La Coalition pour la démocratie et la réconciliation nationale (CODER), dénonce l’arrestation des membres du Cadre d’Expression démocratique (CED),  dont son coordonnateur national Pascal Zaïda. Dans un communiqué dont nous avons reçu copie, la Coder, s’indigne de «la répression violente, humiliante et dégradante» infligée aux manifestants par  la compagnie Républicaine de sécurité (CSR).  En conséquence, la Coalition dirigée par Achille Tapsoba «condamne fermement l’arrestation, la détention politique et arbitraire de Pascal ZAIDA et de ses camarades ; elle exige la libération immédiate et sans conditions de ces personnes détenues depuis le samedi 21 octobre 2017 pour avoir voulu manifester tout simplement leur opposition à la manière dont leur pays est gouverné»

La Coder a par ailleurs, dans le même communiqué déploré «l’entêtement des autorités municipales et des responsables du CED à camper sur leurs positions respectives intenables, qui n’ont pas permis d’aller au dialogue et à l’apaisement».

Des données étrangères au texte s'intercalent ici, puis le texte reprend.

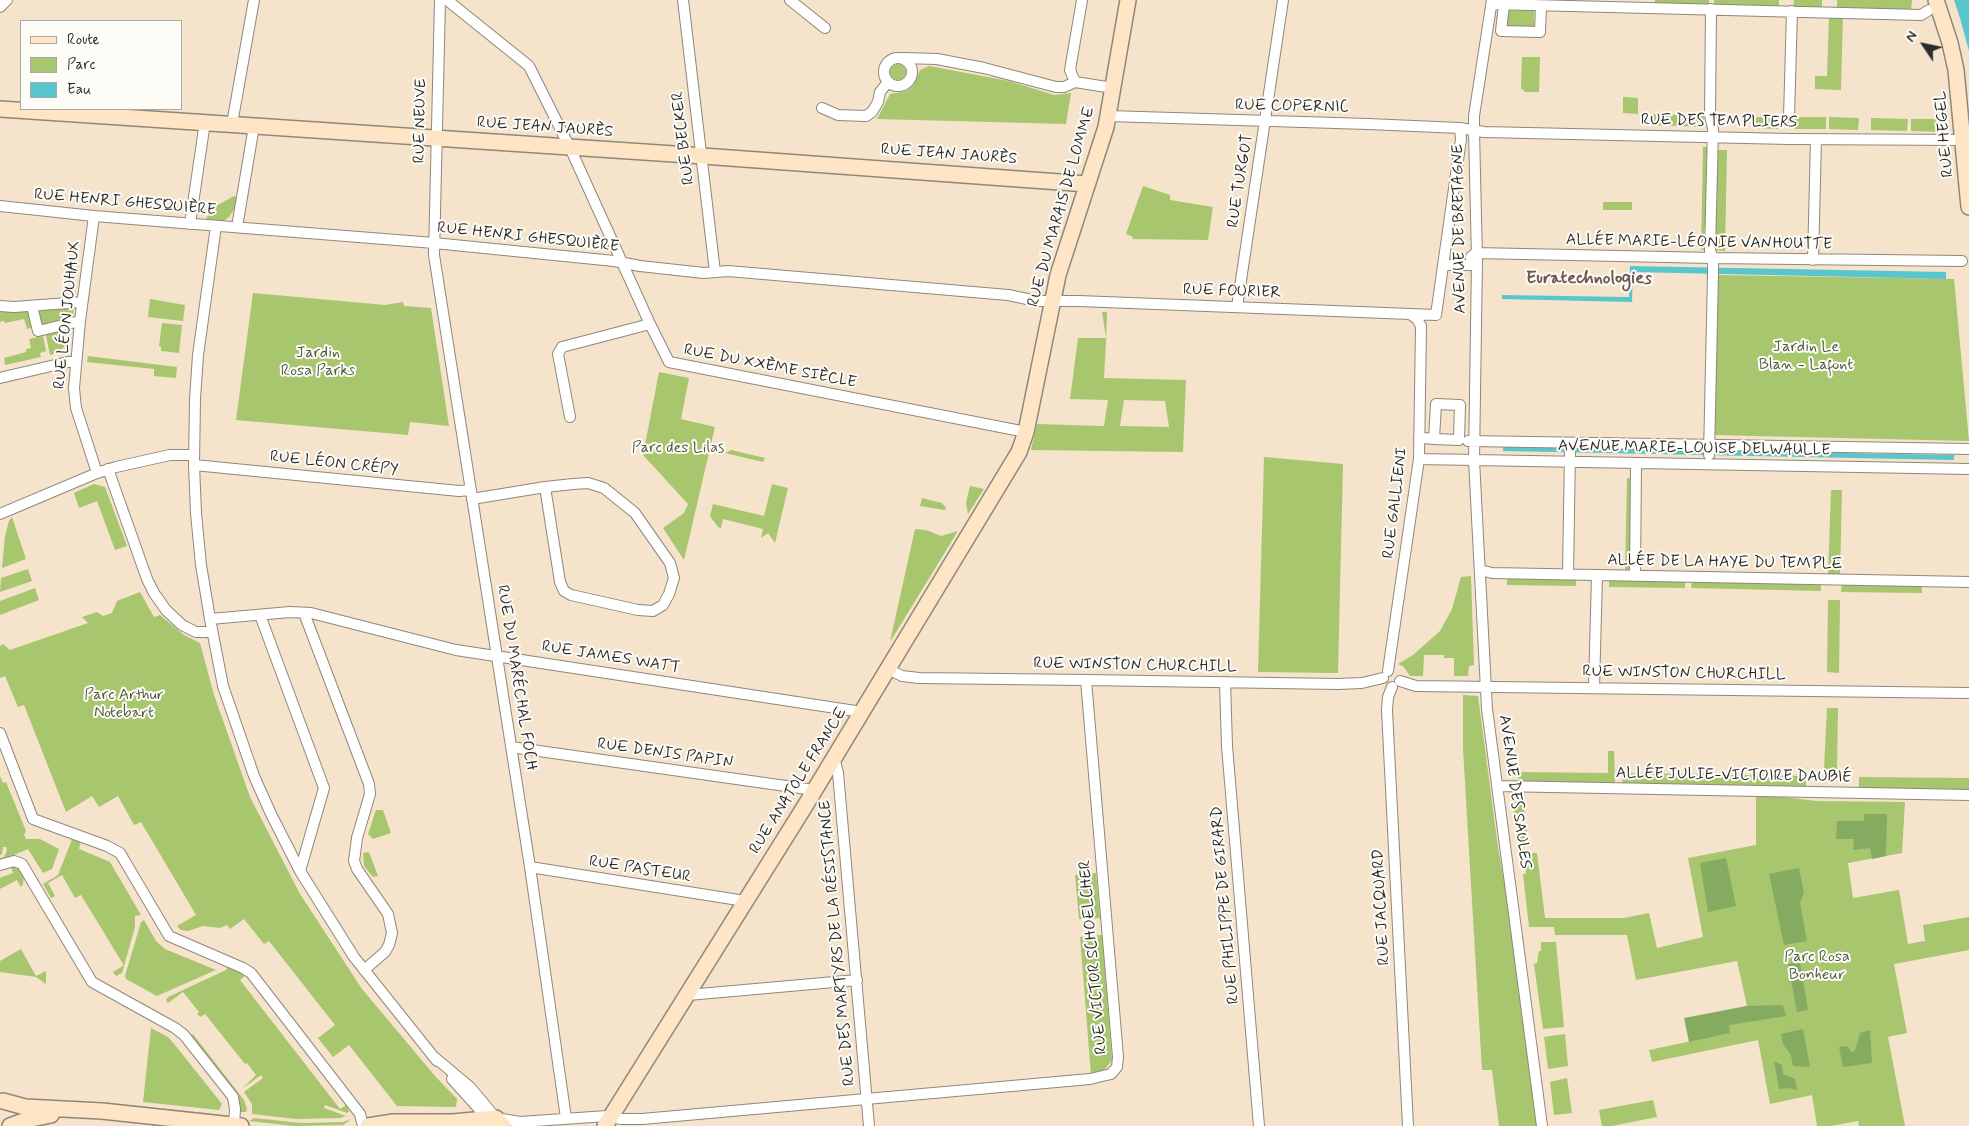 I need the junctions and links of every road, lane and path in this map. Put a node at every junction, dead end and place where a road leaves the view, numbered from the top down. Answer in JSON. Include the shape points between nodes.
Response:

Cependant, la Coalition estime que « la liberté de réunion, la liberté d’opinion et la liberté d’expression sont des droits fondamentaux consacrés par la Constitution du Burkina Faso. Ces droits ont été acquis de haute lutte et aucune chapelle politique, aussi puissante et malintentionnée soit-elle, ne saurait mettre en péril la démocratie burkinabé». C’est pourquoi, elle met en garde «les autorités municipales contre toute tentative basse et malsaine de musèlement de la voix du peuple dans toute sa diversité et sa pluralité».

Pour rappel, le Cadre d’expression démocratique, a tenté de tenir un meeting de veille citoyenne, interdit par le gouvernement burkinabè, le samedi 21 octobre dernier, à la place de la nation de Ouagadougou. Le forcing de cette manifestation, a entrainé l’arrestation du coordonnateur national du CED, Pascal Zaïda et plusieurs membres de cette organisation.